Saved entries
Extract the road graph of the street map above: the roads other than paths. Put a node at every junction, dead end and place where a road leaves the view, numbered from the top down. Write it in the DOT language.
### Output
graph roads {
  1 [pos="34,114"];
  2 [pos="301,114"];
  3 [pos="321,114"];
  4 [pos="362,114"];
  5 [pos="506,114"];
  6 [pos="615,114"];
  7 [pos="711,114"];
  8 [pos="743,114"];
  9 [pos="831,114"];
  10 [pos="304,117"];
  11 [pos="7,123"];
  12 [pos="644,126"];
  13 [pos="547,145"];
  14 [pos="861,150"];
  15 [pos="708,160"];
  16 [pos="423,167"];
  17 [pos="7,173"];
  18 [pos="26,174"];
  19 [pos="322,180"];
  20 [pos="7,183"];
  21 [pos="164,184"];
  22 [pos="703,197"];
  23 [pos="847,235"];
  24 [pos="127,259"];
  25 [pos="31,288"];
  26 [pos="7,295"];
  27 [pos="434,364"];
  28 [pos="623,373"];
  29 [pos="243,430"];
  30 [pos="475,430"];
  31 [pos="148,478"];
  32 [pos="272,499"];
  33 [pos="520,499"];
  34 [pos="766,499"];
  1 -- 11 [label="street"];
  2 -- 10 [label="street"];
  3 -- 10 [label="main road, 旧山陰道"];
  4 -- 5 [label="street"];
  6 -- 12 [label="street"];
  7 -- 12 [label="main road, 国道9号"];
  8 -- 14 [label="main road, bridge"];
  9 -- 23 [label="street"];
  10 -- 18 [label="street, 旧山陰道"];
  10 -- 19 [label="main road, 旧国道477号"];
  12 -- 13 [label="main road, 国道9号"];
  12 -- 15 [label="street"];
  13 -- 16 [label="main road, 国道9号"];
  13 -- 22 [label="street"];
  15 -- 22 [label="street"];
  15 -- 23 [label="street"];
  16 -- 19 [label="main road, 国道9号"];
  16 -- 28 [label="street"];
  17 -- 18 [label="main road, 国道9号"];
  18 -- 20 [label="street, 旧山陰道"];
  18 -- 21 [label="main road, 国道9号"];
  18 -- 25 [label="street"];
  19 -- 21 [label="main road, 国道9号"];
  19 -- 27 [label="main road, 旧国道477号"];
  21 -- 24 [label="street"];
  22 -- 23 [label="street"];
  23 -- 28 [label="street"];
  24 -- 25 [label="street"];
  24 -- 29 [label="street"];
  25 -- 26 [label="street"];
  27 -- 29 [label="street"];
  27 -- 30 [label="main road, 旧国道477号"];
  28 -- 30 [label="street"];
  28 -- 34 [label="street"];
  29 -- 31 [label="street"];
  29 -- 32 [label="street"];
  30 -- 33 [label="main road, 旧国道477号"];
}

Exercise: All lines in the records above with "旧山陰道" need to be found and copied.

Solution:
  3 -- 10 [label="main road, 旧山陰道"];
  10 -- 18 [label="street, 旧山陰道"];
  18 -- 20 [label="street, 旧山陰道"];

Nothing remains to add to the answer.